**WORK TO BE COMPLETED**. Using the entries that follow, state how many lines contain "nodes", with no other words.

**DATA EXTRACTS**.
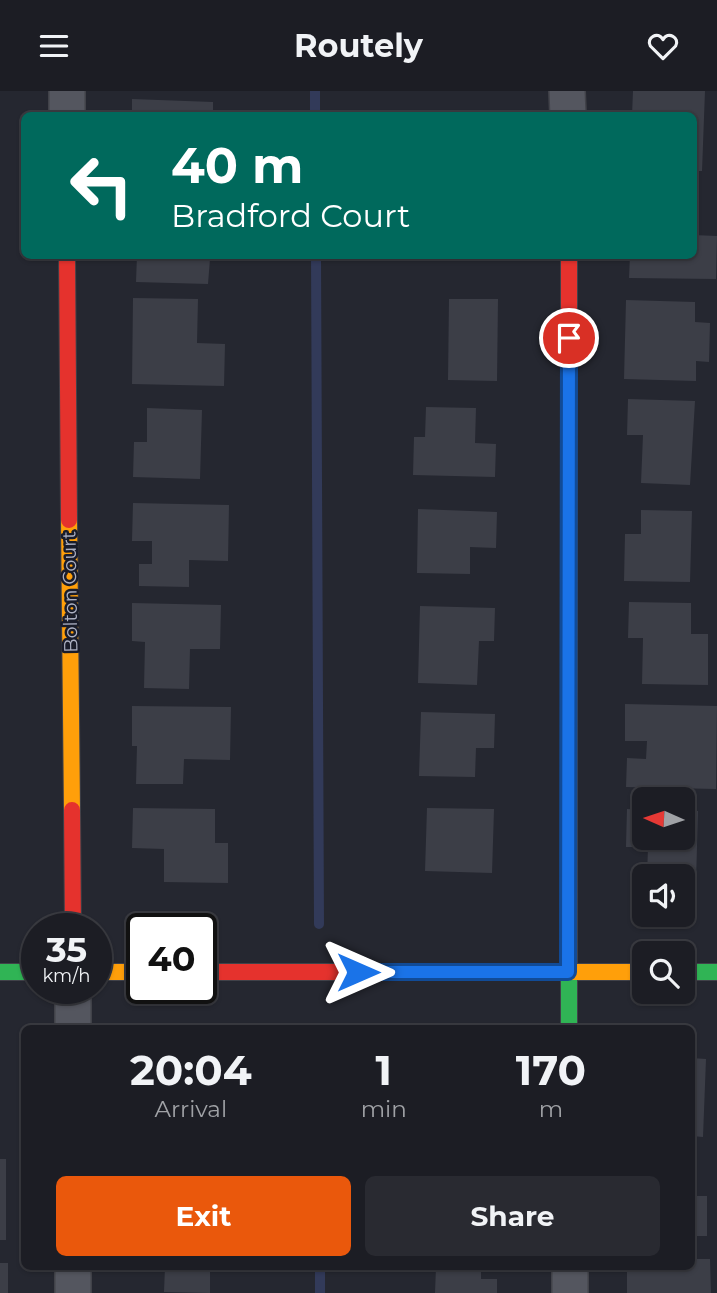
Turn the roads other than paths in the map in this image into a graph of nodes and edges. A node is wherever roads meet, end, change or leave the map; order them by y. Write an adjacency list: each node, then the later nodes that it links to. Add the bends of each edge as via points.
---
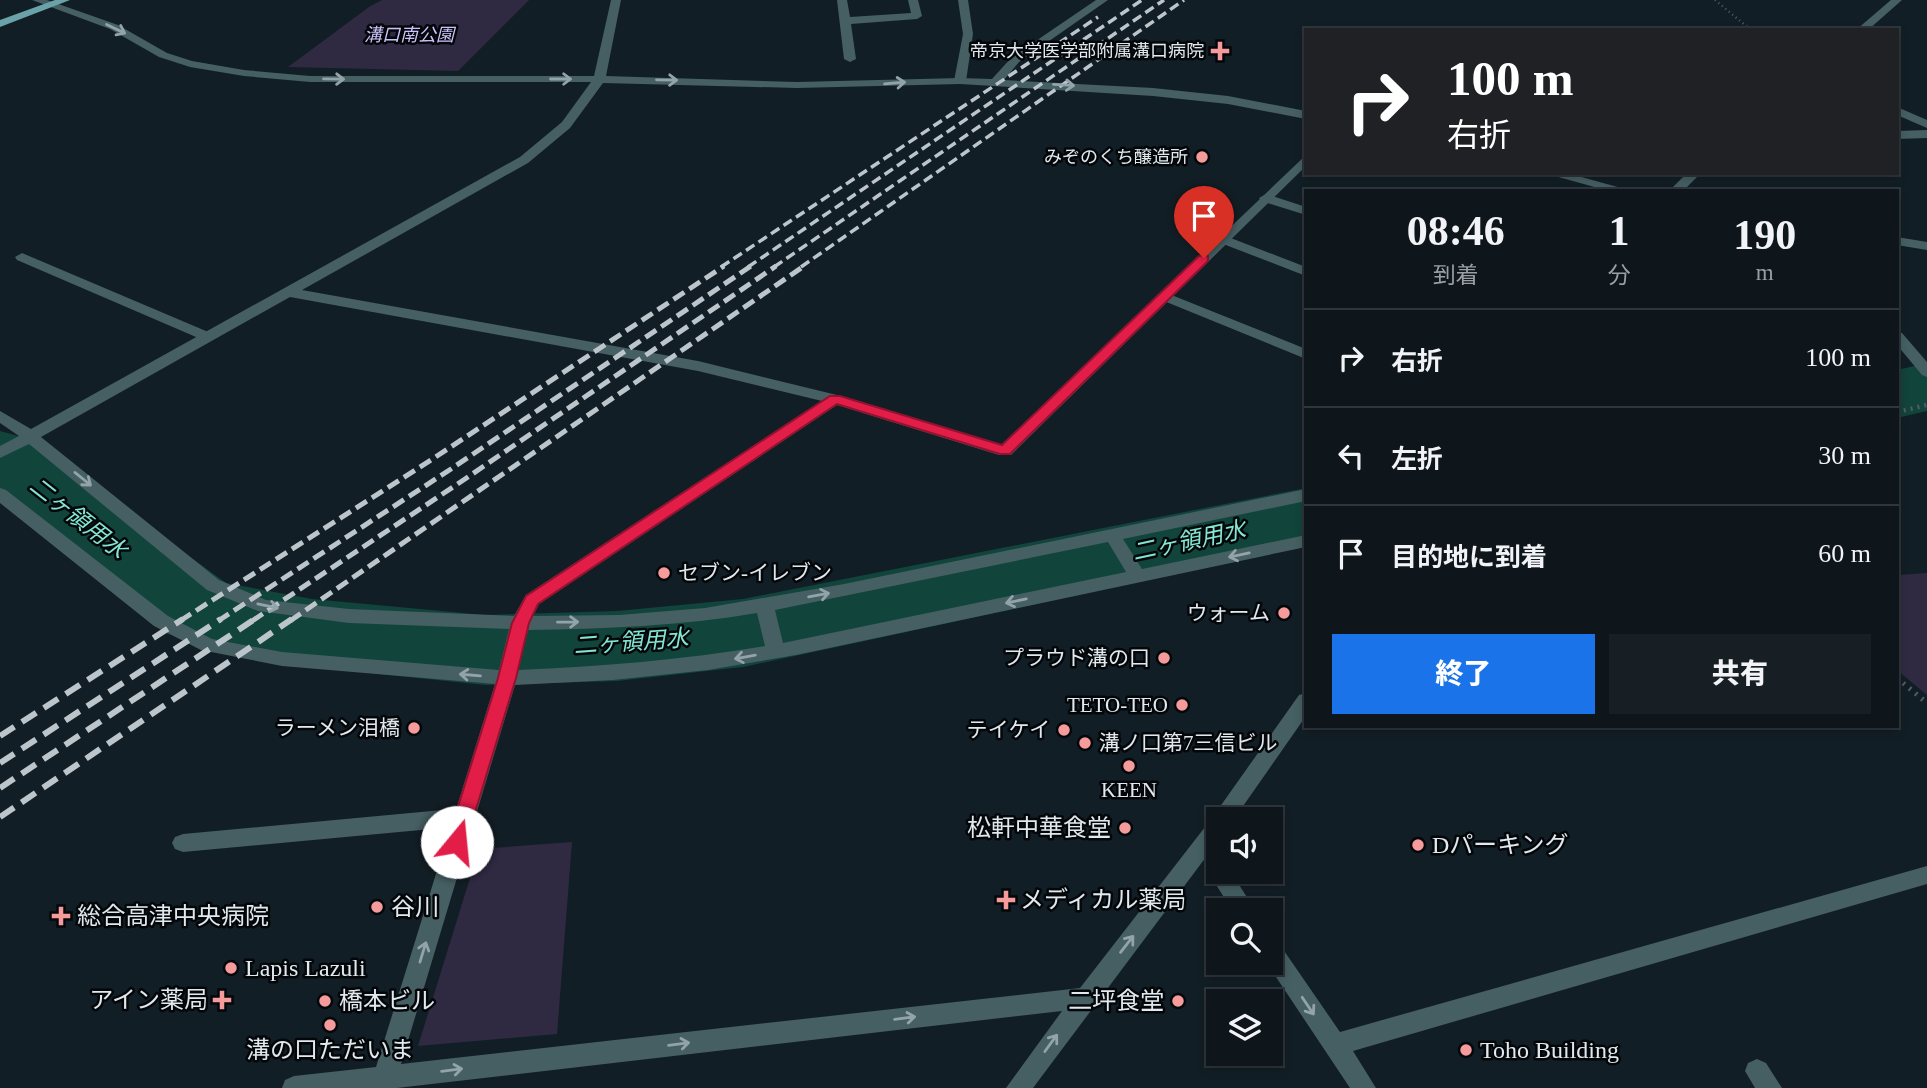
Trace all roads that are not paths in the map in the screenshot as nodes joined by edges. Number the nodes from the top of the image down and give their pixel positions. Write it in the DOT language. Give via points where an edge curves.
---
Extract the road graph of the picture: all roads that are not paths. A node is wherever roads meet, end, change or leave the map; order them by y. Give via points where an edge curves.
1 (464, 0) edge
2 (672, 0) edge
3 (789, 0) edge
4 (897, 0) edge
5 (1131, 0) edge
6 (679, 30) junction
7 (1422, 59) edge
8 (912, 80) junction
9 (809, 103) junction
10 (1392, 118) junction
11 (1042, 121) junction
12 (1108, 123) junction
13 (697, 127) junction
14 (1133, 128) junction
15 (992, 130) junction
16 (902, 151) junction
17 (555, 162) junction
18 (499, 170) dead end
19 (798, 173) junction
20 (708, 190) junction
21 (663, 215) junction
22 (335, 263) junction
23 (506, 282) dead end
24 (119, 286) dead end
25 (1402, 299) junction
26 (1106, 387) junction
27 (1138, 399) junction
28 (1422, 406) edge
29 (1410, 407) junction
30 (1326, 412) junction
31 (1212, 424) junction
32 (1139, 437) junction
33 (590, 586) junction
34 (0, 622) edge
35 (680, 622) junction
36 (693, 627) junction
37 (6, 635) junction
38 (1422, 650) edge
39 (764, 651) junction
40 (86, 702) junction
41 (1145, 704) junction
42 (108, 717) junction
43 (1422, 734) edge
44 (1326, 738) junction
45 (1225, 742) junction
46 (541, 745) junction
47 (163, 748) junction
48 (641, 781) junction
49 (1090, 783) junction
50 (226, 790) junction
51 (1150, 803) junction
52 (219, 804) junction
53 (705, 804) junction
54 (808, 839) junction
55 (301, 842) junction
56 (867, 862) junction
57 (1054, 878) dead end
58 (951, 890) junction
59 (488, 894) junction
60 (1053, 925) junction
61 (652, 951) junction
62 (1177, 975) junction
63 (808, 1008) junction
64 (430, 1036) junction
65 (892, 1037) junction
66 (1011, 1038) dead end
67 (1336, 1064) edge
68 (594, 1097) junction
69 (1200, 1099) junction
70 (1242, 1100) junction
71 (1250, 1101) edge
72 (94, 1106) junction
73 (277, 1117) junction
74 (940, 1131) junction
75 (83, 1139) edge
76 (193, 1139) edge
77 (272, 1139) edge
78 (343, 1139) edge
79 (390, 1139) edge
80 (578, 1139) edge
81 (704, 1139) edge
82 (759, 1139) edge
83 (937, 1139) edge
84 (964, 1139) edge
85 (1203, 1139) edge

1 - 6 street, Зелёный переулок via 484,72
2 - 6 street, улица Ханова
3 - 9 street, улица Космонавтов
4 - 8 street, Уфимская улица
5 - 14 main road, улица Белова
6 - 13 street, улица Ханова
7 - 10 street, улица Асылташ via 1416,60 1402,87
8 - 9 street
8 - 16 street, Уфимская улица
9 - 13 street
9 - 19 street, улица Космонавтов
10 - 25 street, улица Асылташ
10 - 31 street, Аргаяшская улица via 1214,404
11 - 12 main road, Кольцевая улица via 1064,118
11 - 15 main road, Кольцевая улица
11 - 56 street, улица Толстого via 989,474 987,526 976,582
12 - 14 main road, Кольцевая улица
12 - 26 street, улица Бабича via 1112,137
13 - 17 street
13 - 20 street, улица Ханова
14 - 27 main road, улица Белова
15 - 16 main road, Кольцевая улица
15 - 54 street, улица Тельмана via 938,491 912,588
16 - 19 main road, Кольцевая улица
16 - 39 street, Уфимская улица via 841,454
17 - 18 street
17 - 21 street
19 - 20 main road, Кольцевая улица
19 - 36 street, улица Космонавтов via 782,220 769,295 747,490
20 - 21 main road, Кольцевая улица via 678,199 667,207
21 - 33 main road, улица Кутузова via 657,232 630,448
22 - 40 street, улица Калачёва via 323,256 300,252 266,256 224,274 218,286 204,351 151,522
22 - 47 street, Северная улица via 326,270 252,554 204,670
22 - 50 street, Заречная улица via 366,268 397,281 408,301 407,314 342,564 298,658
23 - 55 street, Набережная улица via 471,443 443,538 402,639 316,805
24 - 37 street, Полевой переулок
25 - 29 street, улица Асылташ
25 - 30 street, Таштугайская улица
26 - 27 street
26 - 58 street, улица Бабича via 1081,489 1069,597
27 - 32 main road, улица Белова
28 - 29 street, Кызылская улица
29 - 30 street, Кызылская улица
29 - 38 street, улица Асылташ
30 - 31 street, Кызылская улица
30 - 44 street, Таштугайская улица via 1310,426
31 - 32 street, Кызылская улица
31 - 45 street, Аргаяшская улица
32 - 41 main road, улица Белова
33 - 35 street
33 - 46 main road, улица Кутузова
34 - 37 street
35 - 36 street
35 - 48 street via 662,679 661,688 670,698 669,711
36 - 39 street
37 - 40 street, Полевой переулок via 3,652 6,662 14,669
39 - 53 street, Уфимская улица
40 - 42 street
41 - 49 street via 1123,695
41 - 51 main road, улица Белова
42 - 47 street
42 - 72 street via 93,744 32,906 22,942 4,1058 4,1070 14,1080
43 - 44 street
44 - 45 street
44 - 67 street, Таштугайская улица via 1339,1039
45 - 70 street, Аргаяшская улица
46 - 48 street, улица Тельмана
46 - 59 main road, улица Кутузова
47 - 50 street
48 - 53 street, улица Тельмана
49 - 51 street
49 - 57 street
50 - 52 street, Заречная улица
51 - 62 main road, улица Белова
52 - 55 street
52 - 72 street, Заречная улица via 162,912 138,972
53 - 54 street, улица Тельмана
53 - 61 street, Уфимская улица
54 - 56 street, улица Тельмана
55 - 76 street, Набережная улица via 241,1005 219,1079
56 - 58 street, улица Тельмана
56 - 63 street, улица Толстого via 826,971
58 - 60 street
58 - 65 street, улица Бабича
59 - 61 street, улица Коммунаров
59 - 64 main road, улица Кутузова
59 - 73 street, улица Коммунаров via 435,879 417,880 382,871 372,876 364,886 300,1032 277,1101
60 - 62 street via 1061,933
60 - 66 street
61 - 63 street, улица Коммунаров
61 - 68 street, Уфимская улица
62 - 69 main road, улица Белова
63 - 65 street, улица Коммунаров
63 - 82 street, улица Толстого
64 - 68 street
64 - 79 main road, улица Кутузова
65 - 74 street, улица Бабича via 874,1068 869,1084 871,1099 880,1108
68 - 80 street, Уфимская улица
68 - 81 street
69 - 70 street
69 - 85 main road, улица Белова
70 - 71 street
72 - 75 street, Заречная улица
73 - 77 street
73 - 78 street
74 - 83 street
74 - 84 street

**ANSWER TO THE EXERCISE**. 2